**Data:**
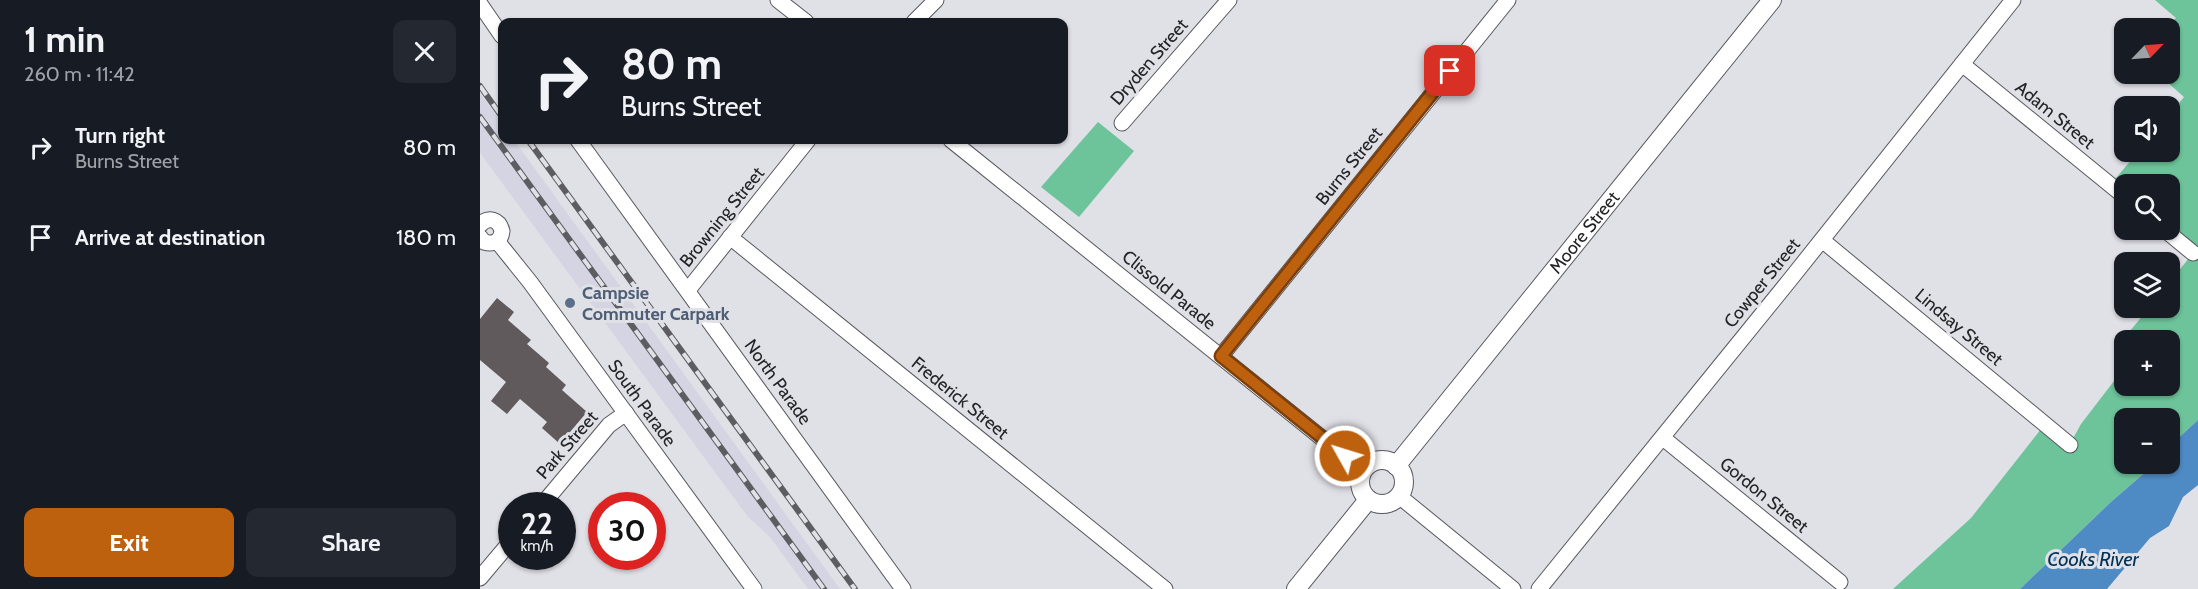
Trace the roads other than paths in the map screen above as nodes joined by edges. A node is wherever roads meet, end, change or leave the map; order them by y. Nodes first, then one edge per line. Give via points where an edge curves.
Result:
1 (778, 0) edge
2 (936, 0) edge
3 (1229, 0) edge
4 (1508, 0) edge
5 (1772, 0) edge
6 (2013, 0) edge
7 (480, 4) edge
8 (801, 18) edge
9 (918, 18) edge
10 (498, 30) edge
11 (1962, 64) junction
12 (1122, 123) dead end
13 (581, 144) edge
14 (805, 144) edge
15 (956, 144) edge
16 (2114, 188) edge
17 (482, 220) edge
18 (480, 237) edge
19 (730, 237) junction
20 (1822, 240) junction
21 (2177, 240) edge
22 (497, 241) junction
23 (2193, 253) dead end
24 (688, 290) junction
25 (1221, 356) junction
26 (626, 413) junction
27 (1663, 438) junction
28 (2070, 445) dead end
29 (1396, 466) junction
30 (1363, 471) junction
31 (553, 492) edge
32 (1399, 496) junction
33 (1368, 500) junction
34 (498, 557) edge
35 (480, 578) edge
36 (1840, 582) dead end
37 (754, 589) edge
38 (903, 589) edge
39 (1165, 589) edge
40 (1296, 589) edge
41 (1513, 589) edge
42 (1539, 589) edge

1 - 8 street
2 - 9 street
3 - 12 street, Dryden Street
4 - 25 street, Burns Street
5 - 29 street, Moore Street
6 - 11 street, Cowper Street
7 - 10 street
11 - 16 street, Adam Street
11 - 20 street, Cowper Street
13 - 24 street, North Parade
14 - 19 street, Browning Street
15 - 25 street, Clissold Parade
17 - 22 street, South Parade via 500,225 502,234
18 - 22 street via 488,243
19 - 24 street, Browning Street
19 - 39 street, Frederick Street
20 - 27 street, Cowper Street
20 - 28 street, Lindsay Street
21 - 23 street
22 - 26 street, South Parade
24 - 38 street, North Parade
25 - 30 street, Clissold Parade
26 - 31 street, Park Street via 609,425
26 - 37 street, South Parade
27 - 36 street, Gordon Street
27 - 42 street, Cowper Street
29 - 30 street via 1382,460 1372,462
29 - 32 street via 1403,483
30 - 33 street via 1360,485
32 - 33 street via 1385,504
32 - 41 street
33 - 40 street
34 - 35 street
--
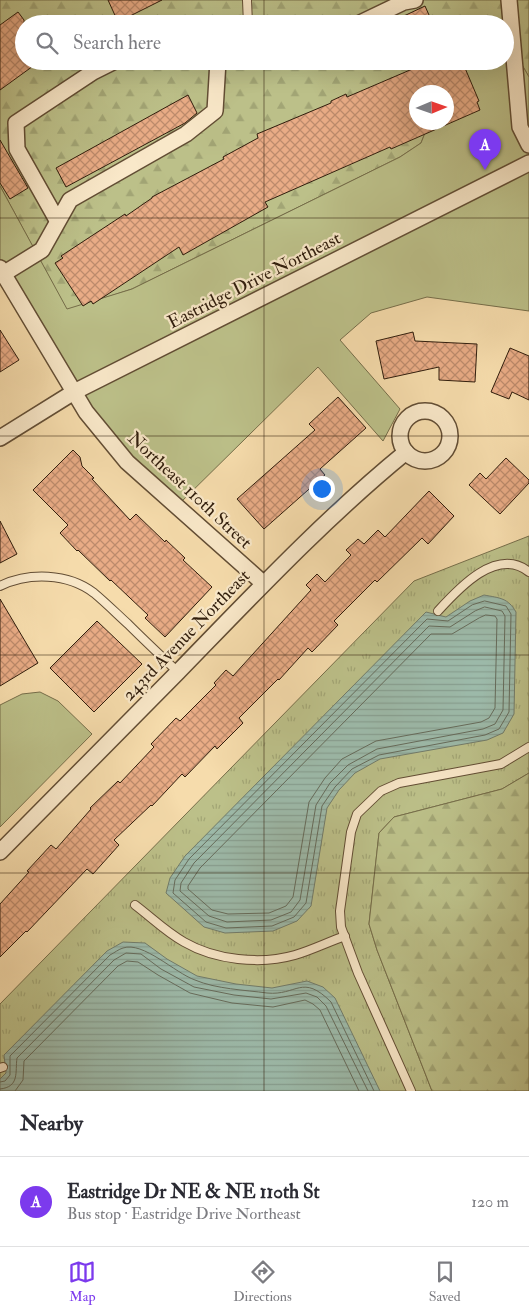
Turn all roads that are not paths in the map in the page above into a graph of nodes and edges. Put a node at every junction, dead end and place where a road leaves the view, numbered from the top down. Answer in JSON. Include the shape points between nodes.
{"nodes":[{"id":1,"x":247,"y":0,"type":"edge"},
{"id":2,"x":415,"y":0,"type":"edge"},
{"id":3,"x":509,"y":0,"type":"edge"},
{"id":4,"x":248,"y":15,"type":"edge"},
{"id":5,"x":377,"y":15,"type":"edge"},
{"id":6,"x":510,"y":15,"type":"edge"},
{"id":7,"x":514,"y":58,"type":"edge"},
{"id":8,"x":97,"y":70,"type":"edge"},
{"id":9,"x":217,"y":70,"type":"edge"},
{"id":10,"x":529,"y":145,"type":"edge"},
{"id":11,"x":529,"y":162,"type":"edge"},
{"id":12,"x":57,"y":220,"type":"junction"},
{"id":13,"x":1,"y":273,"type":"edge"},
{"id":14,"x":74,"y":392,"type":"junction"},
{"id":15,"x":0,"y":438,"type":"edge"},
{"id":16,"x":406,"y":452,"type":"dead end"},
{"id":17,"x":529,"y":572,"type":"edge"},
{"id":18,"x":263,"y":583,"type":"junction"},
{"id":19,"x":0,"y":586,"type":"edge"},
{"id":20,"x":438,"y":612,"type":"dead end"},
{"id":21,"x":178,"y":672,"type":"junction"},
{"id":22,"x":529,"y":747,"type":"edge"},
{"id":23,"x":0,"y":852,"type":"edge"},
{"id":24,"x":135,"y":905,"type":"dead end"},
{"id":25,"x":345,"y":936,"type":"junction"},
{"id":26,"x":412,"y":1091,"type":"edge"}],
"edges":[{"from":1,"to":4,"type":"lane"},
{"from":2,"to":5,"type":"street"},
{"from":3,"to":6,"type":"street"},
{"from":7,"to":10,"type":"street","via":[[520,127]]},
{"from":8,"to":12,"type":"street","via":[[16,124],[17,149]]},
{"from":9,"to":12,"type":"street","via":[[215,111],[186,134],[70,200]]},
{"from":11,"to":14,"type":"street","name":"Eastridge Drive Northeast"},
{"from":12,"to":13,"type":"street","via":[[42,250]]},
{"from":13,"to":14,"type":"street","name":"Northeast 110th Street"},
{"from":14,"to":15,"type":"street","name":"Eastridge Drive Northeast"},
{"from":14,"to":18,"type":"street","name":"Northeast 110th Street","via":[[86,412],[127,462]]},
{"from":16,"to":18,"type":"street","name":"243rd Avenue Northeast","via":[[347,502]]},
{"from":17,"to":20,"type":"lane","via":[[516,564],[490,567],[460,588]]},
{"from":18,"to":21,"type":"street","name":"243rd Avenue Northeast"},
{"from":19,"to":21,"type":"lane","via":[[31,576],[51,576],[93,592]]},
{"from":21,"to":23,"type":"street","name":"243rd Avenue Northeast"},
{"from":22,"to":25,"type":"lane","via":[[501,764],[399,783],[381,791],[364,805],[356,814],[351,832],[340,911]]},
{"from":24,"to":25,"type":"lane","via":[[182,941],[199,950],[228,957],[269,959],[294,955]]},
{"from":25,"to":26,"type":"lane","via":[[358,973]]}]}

**Task:**
If a line in the data above contains "Northeast", return that line.

**Exercise solution:**
{"from":11,"to":14,"type":"street","name":"Eastridge Drive Northeast"},
{"from":13,"to":14,"type":"street","name":"Northeast 110th Street"},
{"from":14,"to":15,"type":"street","name":"Eastridge Drive Northeast"},
{"from":14,"to":18,"type":"street","name":"Northeast 110th Street","via":[[86,412],[127,462]]},
{"from":16,"to":18,"type":"street","name":"243rd Avenue Northeast","via":[[347,502]]},
{"from":18,"to":21,"type":"street","name":"243rd Avenue Northeast"},
{"from":21,"to":23,"type":"street","name":"243rd Avenue Northeast"},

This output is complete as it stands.